Thiago, 20 anos, morre após explosão em barco no AM com 90% do corpo queimado durante transferência de combustível no Rio Solimões, internado no HPS 28 de Agosto

Thiago da Silva Aquino, de 20 anos, não resistiu aos ferimentos sofridos na explosão que atingiu duas embarcações no Rio Solimões, entre os municípios de Anamã e Anori, e morreu em Manaus no sábado (7).

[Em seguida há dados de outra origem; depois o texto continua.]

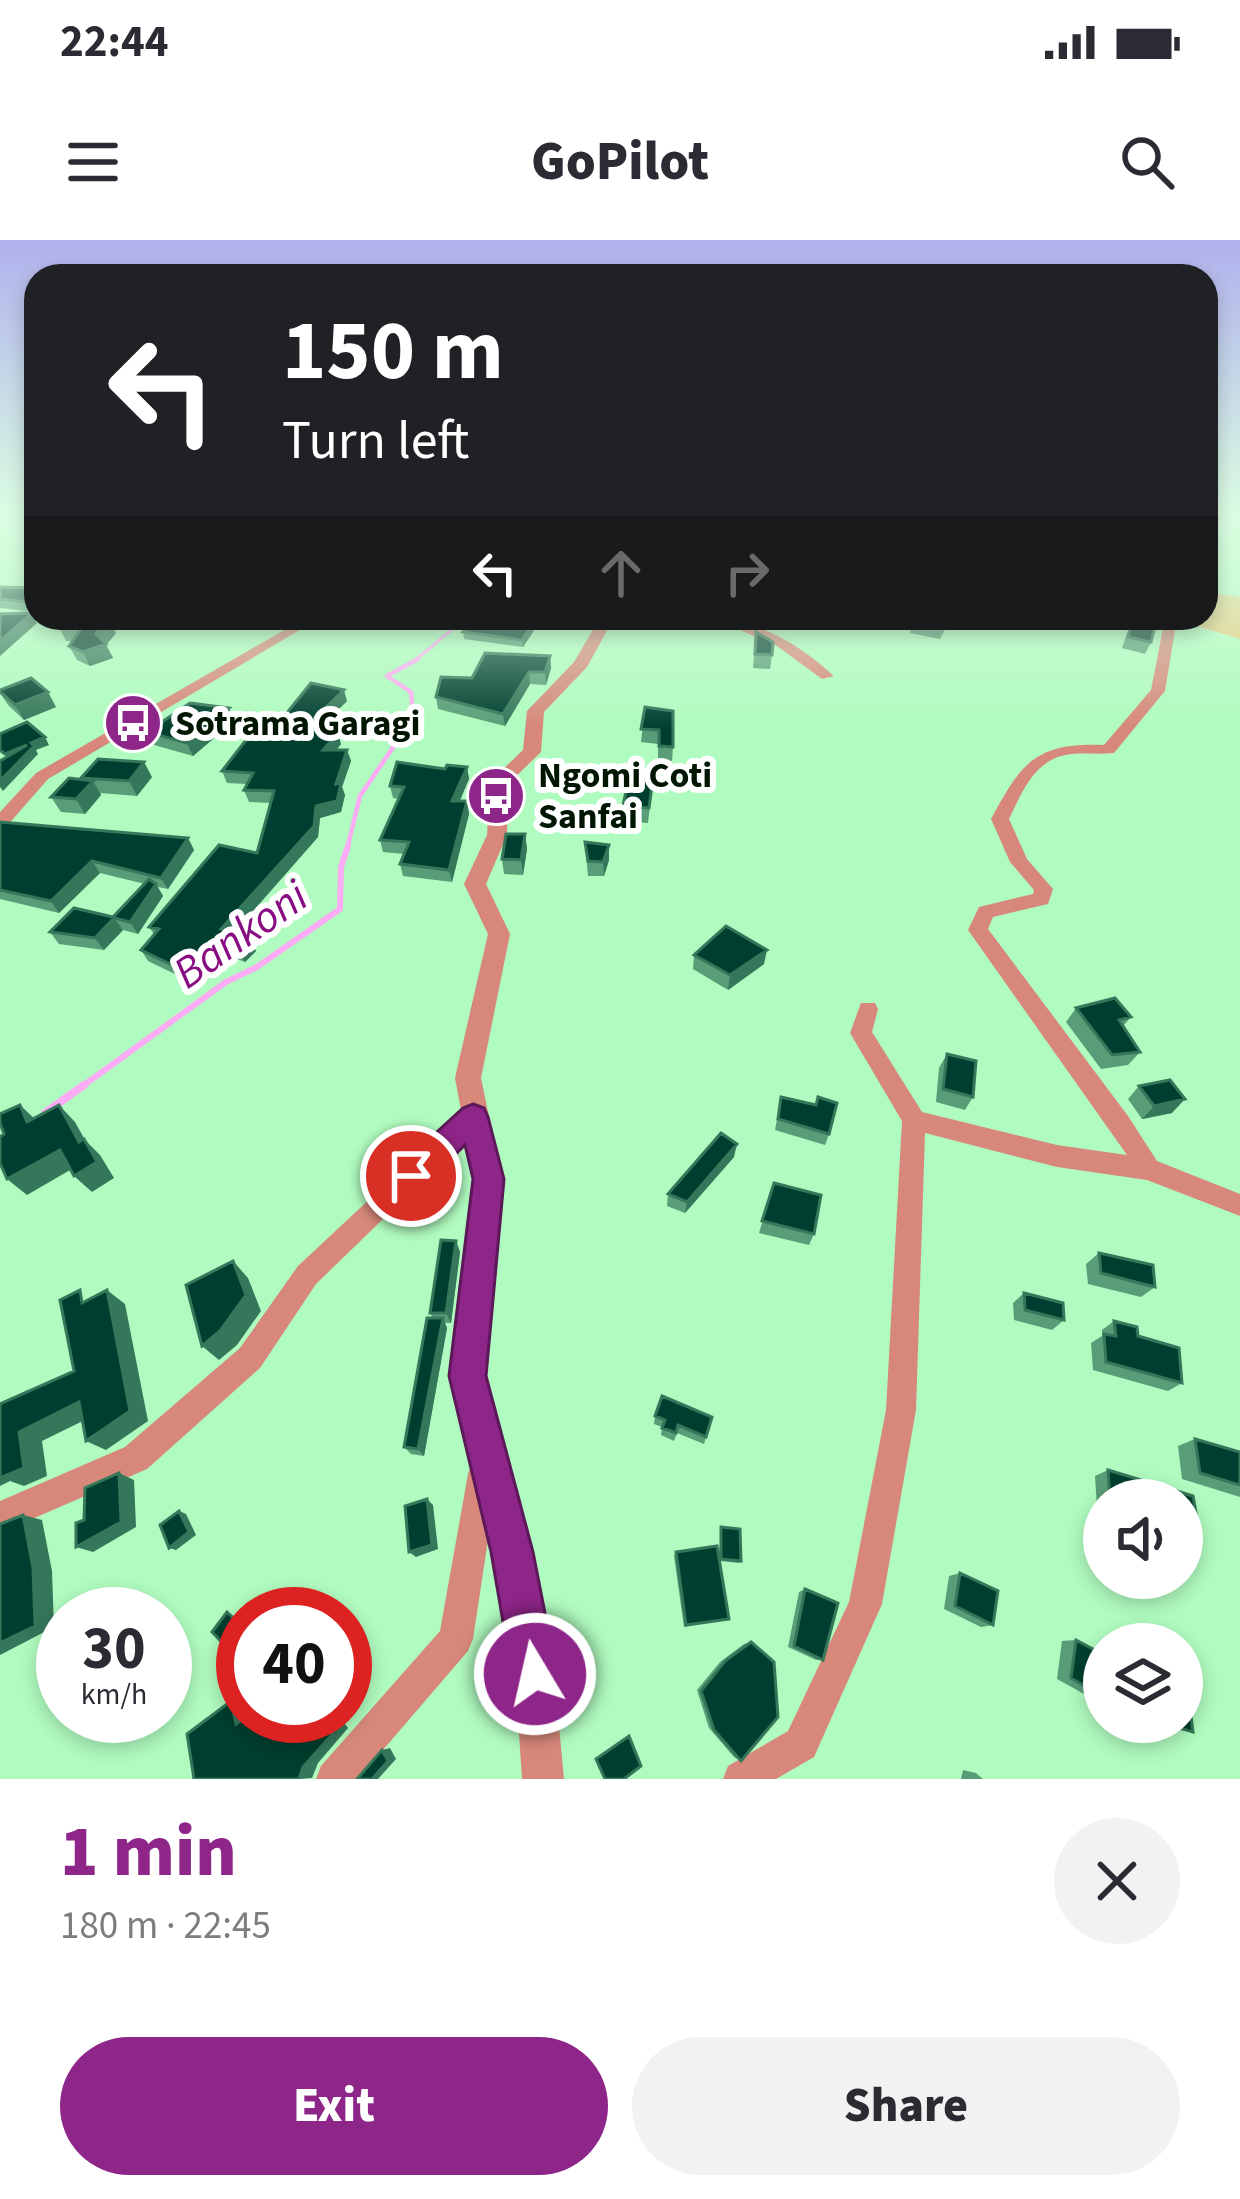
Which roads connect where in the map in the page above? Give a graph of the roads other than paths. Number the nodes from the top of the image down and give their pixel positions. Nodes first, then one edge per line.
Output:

O acidente ocorreu no dia 29 de janeiro durante a transferência de combustível entre os barcos na comunidade São Jorge, quando um dos barcos, usado para venda de gasolina, explodiu e provocou um incêndio de grandes proporções.

Thiago teve cerca de 90% do corpo queimado e estava internado em estado grave na Unidade de Terapia Intensiva, no Hospital e Pronto-Socorro 28 de Agosto, para onde foi transferido de helicóptero após os primeiros atendimentos em Manacapuru, conforme informação divulgada pelo Hospital e Pronto-Socorro 28 de Agosto.

O acidente e as vítimas

A explosão na comunidade São Jorge causou um incêndio que se espalhou rapidamente pelas duas embarcações. Ao todo, quatro pessoas ficaram feridas e foram encaminhadas ao HPS 28 de Agosto.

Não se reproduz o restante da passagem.